National Center for Historical Memory
This was contradicted by Prosecutor General Alfonso Gomez, who told media on February 22 that “I was told that children and elderly people were there, all this indicates to me that the presentation of of [forensic investigation unit] CTI is true and that this was not an alleged combat, but one of the classic massacres of the Colombian conflict.
The AUC responded the next day, claiming that the CTI chief was “echoing the manipulated versions of the FARC.”
Our troops, with the guerrilla deserters as guides, laid the siege and were able to identify without a doubt who were guerrillas.
AUC
On February 25, newspaper El Tiempo reported that 28 people had been killed in the incursion. According to the newspaper, “three bodies had clothing that makes one think they might be guerrillas, said the prosecutor general’s office.”
Victims silenced as war criminals given ample airtime
At no point any news outlet talked to the victims, thousands of whom had fled the village immediately after the massacre.
El Tiempo editor-in-chief Francisco Santos, an alleged acquaintance of Mancuso, did publish an interview with the paramilitary commander who ordered the massacre on February 28.
The newspaper, which then said that 40 people were killed, explained the paramilitaries’ strategy behind “the worst massacre in 10 years.”
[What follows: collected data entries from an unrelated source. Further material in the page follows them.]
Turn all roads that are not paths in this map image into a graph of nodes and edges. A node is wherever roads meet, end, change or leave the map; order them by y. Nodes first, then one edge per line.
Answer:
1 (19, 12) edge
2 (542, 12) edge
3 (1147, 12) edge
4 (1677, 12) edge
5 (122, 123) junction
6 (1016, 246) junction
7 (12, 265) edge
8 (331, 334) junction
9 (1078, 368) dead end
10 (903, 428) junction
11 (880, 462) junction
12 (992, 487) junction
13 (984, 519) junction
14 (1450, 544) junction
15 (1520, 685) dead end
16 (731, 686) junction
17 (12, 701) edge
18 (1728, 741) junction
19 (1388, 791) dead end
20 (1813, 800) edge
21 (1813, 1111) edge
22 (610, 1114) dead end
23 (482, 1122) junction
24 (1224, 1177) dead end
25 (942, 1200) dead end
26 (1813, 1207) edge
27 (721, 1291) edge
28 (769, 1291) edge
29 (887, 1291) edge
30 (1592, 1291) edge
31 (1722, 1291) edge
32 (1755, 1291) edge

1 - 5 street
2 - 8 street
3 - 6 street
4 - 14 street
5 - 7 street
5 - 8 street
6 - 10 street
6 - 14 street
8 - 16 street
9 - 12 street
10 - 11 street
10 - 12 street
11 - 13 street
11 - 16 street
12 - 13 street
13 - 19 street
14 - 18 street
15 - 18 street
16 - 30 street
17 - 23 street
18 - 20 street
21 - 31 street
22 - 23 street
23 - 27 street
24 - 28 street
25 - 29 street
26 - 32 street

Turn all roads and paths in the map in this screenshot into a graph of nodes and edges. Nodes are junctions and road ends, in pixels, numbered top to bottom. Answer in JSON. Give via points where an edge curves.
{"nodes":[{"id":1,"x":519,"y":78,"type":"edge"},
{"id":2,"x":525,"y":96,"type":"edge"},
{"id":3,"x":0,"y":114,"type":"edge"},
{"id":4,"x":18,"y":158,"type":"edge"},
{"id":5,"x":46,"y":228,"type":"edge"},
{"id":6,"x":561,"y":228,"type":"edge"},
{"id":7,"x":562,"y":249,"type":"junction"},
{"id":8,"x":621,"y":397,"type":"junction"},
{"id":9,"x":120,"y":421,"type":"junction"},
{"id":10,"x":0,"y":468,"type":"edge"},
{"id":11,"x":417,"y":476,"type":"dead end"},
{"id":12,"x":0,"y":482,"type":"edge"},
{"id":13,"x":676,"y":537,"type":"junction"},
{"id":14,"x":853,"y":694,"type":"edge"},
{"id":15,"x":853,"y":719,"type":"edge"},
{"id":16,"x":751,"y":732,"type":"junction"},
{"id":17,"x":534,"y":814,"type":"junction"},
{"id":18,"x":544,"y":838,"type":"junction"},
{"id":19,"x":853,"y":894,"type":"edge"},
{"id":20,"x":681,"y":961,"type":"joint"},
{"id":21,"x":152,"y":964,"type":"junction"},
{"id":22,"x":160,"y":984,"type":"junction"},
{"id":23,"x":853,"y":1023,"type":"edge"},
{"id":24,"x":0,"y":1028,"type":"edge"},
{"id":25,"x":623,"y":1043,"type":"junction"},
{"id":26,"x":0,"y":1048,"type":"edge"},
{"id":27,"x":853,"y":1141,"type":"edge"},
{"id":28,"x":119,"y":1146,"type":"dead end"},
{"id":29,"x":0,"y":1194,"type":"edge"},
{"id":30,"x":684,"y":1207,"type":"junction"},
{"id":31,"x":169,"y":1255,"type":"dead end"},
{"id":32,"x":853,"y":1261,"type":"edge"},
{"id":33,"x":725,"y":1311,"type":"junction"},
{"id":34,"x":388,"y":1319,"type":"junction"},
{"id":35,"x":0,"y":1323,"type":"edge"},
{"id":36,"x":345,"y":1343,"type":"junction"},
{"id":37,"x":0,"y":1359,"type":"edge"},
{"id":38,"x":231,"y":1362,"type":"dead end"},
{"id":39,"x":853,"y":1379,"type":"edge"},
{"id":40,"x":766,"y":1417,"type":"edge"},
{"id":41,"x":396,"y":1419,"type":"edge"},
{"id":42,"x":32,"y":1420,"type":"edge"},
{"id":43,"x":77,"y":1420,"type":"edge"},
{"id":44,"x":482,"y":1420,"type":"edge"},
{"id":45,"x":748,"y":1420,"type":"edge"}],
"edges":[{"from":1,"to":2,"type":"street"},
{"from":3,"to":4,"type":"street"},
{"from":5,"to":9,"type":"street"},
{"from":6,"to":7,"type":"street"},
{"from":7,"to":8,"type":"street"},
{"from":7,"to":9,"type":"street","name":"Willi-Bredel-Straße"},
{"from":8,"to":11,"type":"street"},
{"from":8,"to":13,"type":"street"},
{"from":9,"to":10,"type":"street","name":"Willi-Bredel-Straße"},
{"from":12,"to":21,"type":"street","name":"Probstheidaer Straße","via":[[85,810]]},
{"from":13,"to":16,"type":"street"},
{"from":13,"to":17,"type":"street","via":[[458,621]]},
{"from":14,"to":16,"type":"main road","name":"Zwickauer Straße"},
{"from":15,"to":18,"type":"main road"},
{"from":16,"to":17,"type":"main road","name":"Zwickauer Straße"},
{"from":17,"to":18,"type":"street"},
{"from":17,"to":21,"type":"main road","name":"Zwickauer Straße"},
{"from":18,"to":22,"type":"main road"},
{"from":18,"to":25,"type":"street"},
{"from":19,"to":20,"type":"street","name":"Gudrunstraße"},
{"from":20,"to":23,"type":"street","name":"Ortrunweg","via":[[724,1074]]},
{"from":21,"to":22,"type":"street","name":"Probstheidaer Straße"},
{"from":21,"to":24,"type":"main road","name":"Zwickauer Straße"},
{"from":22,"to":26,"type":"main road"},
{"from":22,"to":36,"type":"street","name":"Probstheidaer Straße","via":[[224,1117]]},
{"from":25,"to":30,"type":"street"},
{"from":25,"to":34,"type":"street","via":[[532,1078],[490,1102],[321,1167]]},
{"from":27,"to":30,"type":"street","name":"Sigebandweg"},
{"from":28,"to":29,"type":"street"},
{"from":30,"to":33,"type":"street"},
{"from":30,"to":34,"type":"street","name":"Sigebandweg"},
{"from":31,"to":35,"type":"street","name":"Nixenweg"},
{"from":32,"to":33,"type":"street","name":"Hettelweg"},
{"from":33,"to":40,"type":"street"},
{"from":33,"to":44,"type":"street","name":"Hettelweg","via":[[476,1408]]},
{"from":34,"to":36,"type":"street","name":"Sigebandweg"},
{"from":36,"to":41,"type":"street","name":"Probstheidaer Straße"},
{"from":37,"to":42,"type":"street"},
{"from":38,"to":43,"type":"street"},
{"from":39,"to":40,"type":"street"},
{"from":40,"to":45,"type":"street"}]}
The Montes de Maria area along with the Sierra Nevada de Santa Marta where the paramilitaries attacked last week are the only two places on the coast that offer armed groups conditions of mobility and shelter. The Montes de Maria area lacks roads and is made up of mountains 400 meters high, broken like an accordion, which makes it easy to ambush the army because [the guerrillas] see them coming from far away.
Newspaper El Tiempo
The most shameful war crime apology was facilitated by journalist Dario Arizmendi on March 1 when he gave AUC leader Carlos Castaño 90 minutes airtime on national television network Caracol to legitimize war crimes.
The novel impact of the paramilitary leader’s very presence allowed for public attention and the staging of a speech legitimizing the counter-insurgency war and its practices, as well as making the horrors committed by them invisible.
National Center for Historical Memory
Three months after the massacre, Colombia’s mass media had still not interviewed one victim, only war criminals and authorities.
Weekly Semana dedicate a “special” on the statistics of the conflict in which it reduced the number of victims to 28 victims again on May 29.
Only foreign media allowed the victims to talk
It took a foreign news outlet, the New York Times, to relay a victims’ accounts for the first time on July 14.
”To them, it was like a big party,” one of a dozen survivors told the newspaper. ”They drank and danced and cheered as they butchered us like hogs,.’
Colombians were kept completely ignorant of what was happening to their compatriots, they were only fed war crime apologists and authorities that contradicted each other.
Why did media do this?
The massacre occurred during peace talks between former President Andres Pastrana and the FARC. Victims were inconvenient as they were massacred “as the army stood by,” according to the New York Times.
Had the public been informed that “during the three days of killing… military and police units just a few miles away made no effort to stop the slaughter” but “prevented human rights and relief groups from entering and rescuing residents” as the NYT reported, it would’ve been evident the state was as complicit in terrorism as the FARC.
Colombia’s mass media apparently agreed to betray their loyalty to citizens, and legitimize terror and the president instead.
The locals are stiff suffering the consequences. When they tried to commemorate the 20th anniversary of the massacre last month, their teachers received mass death threats.
The alleged masterminds behind both massacres, the wealthy Mendez family, has yet to be taken to court. It wouldn’t be that they continue to terrorize the locals to cover up their alleged complicity in two massacres, would it?